Using a transgene that co-expresses GCaMP5 and mCherry in the HSNs from the nlp-3 promoter (Collins et al. 2016), we performed ratiometric Ca2+ imaging in L4.7-8 juveniles and egg-laying adults and compared the timing of HSN Ca2+ transients and defecation events (Ravi et al. 2018a). We found that defecation intervals in L4.7-8 and adult animals were significantly longer when they were accompanied by one or more HSN Ca2+ transients (Fig. 1B and 1C). This suggested the HSNs might signal to inhibit the defecation motor rhythm. To test this, we used a transgene that expressed Channelrhodopsin-2 in the HSNs from the egl-6 promoter (Emtage et al. 2012) and tested whether acute optogenetic activation of the HSNs in L4.7-8 juveniles or adults affected the DMP rhythm. Blue light illumination of animals grown on ATR, an essential cofactor for ChR2, caused a mild reduction in DMP frequency in L4.7-8 animals, but this effect was not statistically significant (p=0.2102) and was not observed in adults (Fig. 1D). Interestingly, we observed that DMP frequency was significantly longer in 24-hour adult animals compared to L4.7-8 juveniles (Fig. 1D). Previous work has shown a significant decline in the DMP frequency in aging animals, although this is reduction was not apparently related to changes in feeding as measured by pharyngeal pumping (Croll et al. 1977; Bolanowski et al. 1981).
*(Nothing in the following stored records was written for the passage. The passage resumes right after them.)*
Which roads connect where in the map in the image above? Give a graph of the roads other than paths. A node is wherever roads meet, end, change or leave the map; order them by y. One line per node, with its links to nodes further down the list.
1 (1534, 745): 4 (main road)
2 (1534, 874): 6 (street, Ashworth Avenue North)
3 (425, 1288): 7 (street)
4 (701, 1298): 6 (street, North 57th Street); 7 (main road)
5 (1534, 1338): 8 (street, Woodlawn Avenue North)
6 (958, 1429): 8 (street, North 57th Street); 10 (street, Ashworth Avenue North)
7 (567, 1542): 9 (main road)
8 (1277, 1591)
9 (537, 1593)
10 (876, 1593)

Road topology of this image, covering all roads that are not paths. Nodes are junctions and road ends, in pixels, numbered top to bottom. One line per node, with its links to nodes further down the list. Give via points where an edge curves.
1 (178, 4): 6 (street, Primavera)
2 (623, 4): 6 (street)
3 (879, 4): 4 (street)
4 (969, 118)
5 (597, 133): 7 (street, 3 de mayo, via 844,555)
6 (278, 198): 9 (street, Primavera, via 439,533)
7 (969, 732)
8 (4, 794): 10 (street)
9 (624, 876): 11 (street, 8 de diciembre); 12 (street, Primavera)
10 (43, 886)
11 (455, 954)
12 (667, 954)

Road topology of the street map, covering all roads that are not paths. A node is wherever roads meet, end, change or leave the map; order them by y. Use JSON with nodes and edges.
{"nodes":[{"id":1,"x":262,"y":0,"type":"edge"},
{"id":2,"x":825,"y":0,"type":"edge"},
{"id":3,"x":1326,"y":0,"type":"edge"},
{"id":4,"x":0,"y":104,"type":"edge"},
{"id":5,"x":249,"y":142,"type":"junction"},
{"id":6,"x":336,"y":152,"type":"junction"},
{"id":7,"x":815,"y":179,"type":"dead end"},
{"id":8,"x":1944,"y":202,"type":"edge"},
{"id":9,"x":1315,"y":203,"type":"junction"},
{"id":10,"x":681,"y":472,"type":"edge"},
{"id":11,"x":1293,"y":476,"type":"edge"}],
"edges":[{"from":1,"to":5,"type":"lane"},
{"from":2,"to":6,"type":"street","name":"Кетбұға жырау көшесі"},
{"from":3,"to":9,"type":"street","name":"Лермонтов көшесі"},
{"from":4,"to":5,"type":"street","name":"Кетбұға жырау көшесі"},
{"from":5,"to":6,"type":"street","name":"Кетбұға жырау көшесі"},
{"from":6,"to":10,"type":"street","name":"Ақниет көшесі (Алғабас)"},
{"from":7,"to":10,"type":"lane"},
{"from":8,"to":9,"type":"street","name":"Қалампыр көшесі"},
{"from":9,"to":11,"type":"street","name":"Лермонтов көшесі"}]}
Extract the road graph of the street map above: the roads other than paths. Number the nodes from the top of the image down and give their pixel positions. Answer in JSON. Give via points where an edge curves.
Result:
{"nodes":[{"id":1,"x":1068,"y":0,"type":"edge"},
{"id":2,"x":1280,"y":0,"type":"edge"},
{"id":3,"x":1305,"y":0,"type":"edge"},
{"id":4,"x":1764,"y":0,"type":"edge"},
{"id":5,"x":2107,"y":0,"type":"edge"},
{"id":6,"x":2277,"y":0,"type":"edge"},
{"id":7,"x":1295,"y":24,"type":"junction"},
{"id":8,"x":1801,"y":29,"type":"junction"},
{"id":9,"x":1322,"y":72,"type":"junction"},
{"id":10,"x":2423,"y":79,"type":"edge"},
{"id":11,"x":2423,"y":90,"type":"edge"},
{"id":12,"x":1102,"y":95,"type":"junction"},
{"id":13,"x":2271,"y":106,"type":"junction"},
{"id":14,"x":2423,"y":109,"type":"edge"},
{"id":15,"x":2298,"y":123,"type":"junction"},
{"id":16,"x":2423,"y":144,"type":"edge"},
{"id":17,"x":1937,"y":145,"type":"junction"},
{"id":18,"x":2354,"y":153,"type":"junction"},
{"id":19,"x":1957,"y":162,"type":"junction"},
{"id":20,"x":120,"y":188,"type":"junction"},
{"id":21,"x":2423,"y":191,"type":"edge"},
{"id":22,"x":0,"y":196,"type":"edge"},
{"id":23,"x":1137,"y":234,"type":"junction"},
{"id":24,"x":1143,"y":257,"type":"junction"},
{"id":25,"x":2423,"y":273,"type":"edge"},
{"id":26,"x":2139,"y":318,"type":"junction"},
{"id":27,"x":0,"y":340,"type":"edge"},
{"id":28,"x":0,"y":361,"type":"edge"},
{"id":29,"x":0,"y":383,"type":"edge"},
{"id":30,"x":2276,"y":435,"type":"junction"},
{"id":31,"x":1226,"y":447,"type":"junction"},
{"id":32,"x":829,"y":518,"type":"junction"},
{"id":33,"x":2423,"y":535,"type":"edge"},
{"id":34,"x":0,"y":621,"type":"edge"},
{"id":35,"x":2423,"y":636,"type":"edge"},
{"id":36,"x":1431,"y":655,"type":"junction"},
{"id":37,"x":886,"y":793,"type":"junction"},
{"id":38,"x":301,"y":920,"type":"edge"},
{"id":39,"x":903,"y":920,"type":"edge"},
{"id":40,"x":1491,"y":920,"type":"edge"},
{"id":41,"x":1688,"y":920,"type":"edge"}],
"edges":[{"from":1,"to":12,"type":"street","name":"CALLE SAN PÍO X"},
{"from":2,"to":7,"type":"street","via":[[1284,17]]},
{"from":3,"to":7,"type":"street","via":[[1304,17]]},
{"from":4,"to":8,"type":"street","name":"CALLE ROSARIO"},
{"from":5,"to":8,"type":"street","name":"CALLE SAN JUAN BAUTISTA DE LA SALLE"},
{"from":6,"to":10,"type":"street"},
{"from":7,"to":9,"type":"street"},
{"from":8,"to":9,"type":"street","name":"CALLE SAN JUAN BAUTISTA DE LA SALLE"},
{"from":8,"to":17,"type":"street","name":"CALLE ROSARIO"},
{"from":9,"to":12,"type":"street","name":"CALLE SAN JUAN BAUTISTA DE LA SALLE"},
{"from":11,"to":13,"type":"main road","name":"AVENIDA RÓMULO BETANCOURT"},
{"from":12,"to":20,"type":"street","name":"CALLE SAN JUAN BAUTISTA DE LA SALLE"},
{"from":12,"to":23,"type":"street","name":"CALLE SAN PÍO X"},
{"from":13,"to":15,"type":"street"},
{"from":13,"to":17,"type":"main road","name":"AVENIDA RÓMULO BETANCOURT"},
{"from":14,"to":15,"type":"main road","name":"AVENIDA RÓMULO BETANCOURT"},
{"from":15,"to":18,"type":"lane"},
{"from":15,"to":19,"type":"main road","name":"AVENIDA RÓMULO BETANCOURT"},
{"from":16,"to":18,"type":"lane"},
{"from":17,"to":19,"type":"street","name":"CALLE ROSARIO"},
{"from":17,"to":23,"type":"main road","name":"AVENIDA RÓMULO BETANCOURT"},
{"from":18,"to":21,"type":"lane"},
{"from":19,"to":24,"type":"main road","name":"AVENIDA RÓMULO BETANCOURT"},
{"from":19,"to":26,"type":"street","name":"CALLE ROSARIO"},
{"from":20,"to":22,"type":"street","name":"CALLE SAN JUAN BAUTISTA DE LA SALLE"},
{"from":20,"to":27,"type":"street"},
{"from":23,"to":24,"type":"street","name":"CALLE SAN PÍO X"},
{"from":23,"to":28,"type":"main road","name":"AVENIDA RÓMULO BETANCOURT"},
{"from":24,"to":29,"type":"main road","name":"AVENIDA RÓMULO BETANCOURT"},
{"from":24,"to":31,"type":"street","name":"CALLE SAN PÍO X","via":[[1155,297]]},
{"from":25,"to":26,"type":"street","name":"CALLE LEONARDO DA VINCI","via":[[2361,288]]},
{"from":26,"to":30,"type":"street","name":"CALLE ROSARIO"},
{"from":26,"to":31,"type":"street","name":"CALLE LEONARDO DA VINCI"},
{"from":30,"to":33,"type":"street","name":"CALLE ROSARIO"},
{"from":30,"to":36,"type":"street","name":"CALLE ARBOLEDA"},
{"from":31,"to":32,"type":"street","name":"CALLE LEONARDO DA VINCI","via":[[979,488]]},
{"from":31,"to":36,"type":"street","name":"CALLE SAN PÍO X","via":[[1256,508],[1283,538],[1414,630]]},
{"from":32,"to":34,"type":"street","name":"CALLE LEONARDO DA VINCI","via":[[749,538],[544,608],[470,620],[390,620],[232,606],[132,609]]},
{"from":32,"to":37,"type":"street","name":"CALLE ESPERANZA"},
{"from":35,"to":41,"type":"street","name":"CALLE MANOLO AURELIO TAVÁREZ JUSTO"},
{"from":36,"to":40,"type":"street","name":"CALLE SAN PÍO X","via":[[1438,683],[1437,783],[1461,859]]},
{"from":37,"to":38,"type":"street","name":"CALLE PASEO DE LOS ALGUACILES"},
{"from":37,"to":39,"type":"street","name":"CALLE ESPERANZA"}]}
We propose that these changes in defecation frequency may relate to onset of egg-laying behavior and/or continued growth of adult animals.

Reagents

Strains are available from CGC: LX2004 vsIs183 [nlp-3p::GCaMP5::nlp-3 3’UTR + nlp-3p::mCherry::nlp-3 3’UTR + lin-15(+)] lite-1(ce314) lin-15(n765ts) X; LX1836 wzIs30 [egl-6::ChR2-YFP::unc-54 3’UTR + lin-15(+)] IV, lite-1(ce314) lin-15(n765ts) X; All-trans retinal (100 mM stock in ethanol) was from Sigma and added to pre-warmed OP50 bacterial cultures in B Broth as described (Collins et al. 2016; Ravi et al. 2018b). DMP frequency was measured based on the timing of the final expulsion step (Liu and Thomas 1994). Ratiometric Ca2+ imaging was performed in freely behaving animals as previously described (Collins et al. 2016; Ravi et al. 2018a; b).